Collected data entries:
============
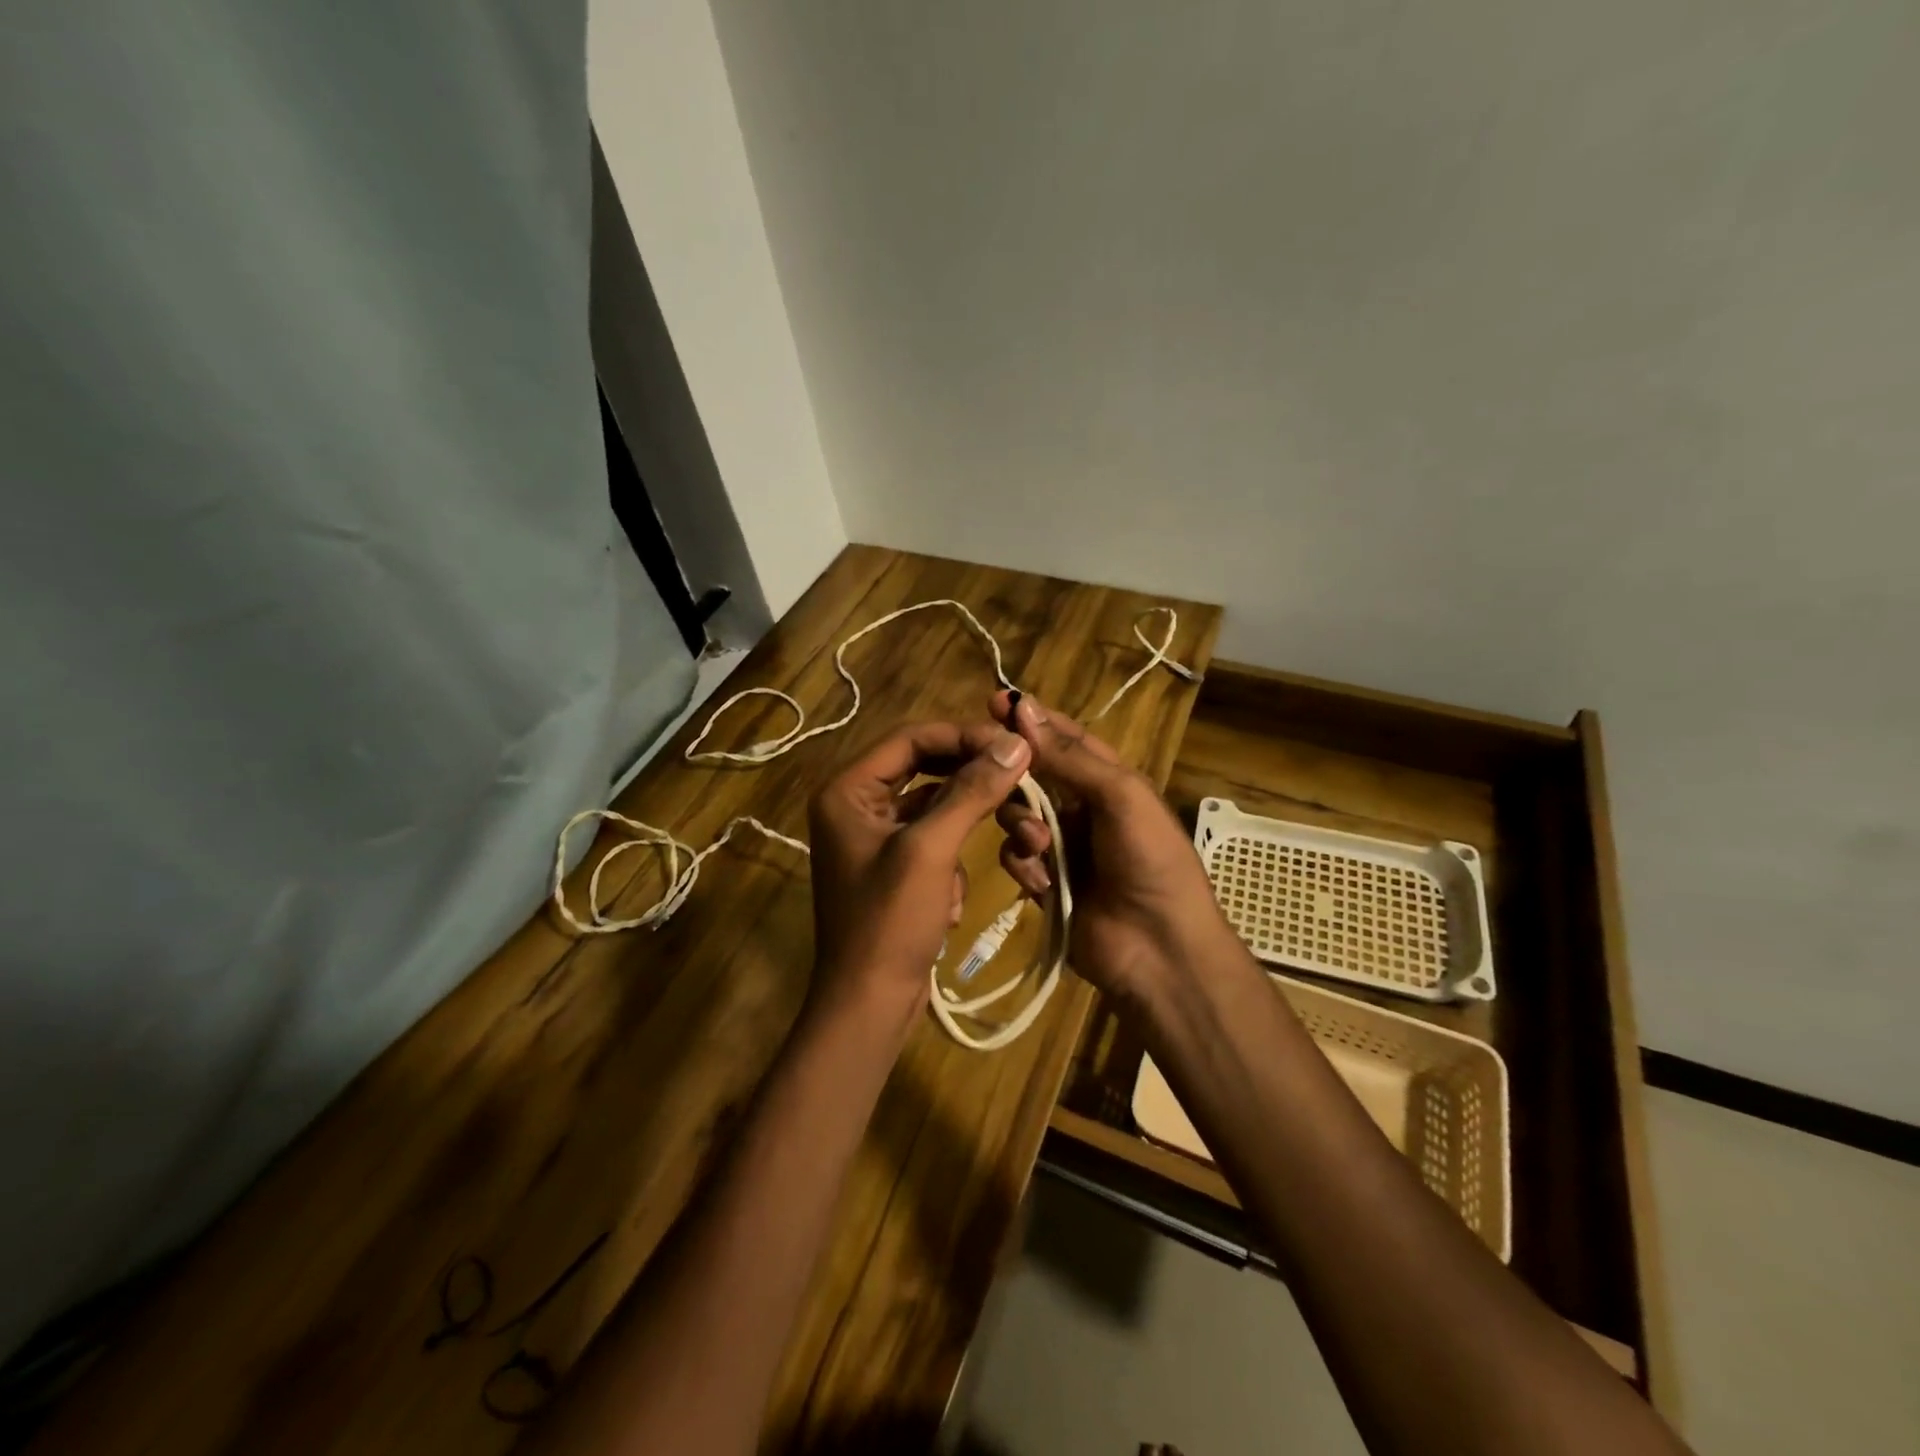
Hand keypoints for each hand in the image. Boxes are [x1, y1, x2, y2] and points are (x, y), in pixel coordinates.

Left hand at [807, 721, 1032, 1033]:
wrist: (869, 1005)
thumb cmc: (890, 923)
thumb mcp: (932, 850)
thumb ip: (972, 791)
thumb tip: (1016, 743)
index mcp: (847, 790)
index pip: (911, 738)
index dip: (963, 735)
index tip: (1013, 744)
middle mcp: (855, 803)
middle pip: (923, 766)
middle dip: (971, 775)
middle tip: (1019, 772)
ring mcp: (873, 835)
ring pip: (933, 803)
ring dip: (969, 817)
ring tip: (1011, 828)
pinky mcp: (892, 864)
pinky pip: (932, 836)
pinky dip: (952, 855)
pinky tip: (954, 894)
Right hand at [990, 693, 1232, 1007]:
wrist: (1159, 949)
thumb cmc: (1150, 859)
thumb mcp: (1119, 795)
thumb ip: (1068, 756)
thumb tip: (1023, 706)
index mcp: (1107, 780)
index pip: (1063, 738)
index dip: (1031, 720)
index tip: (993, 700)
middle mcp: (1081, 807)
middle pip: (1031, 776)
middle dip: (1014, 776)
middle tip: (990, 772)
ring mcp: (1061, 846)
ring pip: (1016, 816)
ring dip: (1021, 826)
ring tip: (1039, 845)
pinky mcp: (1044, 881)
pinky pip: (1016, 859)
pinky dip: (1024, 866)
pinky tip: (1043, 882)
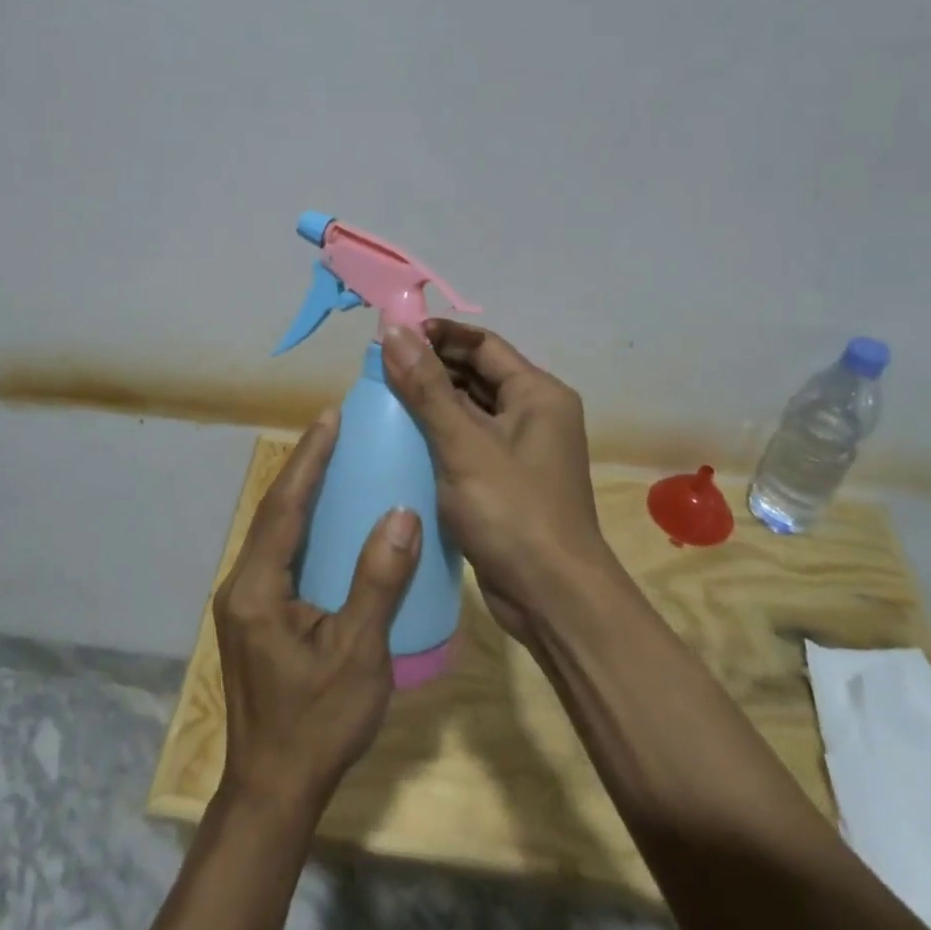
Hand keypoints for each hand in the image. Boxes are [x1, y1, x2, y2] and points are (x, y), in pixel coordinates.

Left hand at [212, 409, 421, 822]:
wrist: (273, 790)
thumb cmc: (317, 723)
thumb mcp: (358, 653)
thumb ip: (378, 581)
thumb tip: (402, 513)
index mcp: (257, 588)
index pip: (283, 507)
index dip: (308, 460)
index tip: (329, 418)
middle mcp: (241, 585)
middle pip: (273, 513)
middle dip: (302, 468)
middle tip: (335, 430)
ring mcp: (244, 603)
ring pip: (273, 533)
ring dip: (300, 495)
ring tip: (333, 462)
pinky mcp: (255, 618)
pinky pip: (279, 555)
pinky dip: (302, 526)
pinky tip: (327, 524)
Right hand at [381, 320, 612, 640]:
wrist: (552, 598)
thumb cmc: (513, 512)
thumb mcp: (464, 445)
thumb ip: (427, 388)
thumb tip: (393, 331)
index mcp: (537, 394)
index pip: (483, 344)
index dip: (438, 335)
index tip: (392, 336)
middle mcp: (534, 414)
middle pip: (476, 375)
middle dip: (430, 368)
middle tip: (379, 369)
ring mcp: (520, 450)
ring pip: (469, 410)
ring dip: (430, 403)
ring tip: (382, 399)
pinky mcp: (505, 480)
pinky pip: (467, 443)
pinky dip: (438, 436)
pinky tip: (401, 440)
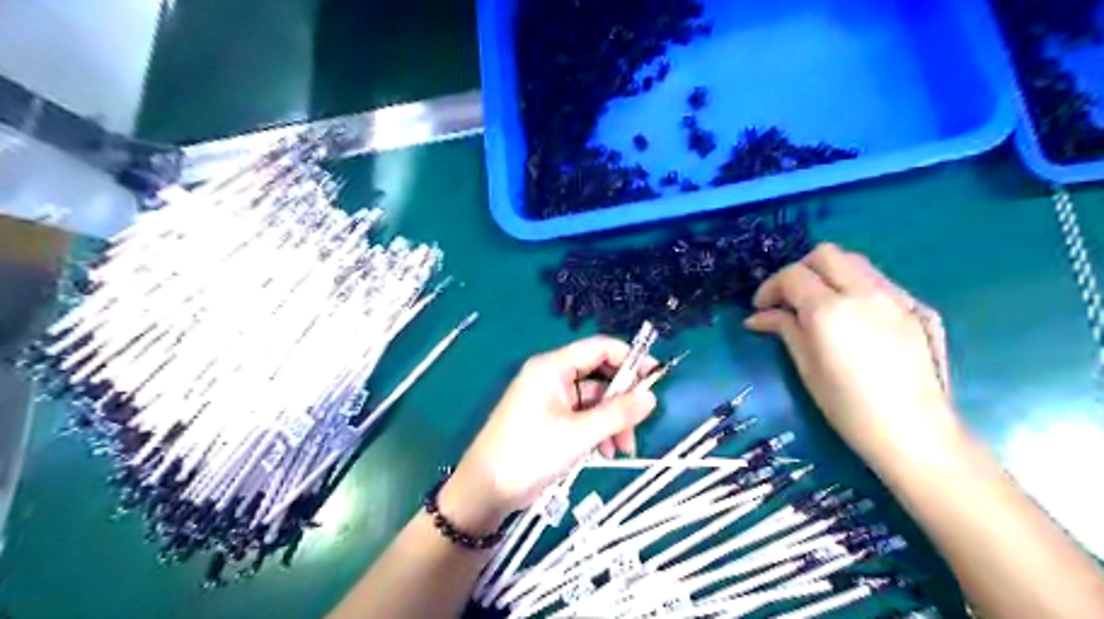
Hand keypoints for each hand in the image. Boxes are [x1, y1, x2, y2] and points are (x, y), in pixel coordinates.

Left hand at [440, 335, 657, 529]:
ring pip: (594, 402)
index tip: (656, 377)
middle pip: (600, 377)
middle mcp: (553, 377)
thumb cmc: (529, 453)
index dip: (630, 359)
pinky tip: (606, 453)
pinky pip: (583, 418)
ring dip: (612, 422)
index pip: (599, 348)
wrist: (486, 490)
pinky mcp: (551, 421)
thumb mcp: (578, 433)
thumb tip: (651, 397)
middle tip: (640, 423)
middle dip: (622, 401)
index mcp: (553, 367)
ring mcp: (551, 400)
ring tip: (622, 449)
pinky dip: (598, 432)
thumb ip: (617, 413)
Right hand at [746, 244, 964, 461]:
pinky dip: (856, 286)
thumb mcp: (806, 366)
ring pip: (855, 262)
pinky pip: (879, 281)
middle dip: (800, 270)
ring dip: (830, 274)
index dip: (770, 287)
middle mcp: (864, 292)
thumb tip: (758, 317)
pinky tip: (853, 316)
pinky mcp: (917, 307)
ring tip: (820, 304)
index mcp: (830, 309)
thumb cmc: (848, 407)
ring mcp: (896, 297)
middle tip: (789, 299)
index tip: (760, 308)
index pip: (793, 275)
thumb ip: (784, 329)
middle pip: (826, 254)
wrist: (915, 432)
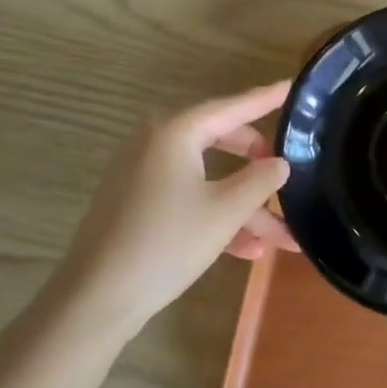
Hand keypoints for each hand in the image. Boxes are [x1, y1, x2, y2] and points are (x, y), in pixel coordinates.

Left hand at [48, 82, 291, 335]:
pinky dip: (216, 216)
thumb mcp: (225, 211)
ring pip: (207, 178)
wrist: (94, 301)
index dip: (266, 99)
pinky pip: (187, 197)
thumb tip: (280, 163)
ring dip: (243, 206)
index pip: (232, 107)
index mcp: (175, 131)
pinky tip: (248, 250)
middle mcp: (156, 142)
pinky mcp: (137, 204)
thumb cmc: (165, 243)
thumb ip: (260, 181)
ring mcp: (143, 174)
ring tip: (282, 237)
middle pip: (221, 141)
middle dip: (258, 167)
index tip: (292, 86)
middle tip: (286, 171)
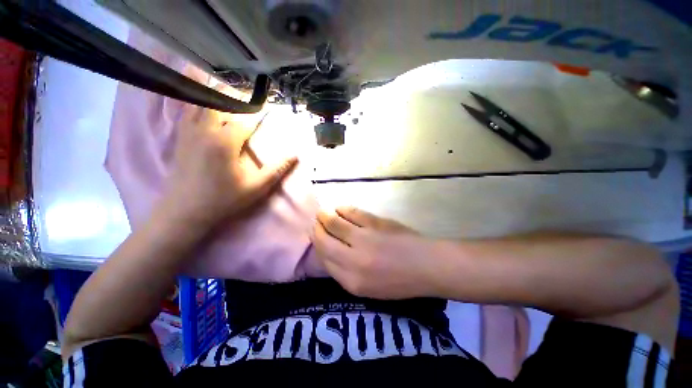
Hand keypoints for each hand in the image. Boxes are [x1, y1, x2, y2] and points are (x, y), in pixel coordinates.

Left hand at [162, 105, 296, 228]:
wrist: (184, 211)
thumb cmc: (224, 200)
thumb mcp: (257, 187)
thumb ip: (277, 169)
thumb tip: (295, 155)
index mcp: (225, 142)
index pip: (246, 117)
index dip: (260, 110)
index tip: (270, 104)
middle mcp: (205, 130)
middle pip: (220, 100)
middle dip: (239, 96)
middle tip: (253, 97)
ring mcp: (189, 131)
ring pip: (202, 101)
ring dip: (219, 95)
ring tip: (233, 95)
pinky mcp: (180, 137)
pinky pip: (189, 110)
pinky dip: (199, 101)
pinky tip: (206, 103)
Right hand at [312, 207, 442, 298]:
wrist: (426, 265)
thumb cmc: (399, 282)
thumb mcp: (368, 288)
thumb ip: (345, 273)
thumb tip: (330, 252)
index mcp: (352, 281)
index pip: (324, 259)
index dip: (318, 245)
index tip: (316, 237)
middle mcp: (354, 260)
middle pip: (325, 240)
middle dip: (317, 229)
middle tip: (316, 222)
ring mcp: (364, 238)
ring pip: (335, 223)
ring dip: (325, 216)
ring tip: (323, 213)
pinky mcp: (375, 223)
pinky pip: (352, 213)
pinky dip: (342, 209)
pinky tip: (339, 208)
============
→ **What is expected**
Go through the records above, find every line with the word "wrist", and list those lines.

→ **Response to the task**
wrist: (869, 1005)
wrist: (1159, 949)
wrist: (273, 790)
wrist: (552, 598)
wrist: (486, 490)
wrist: (915, 432)
wrist: (94, 301)
wrist: (184, 211)
wrist: (426, 265)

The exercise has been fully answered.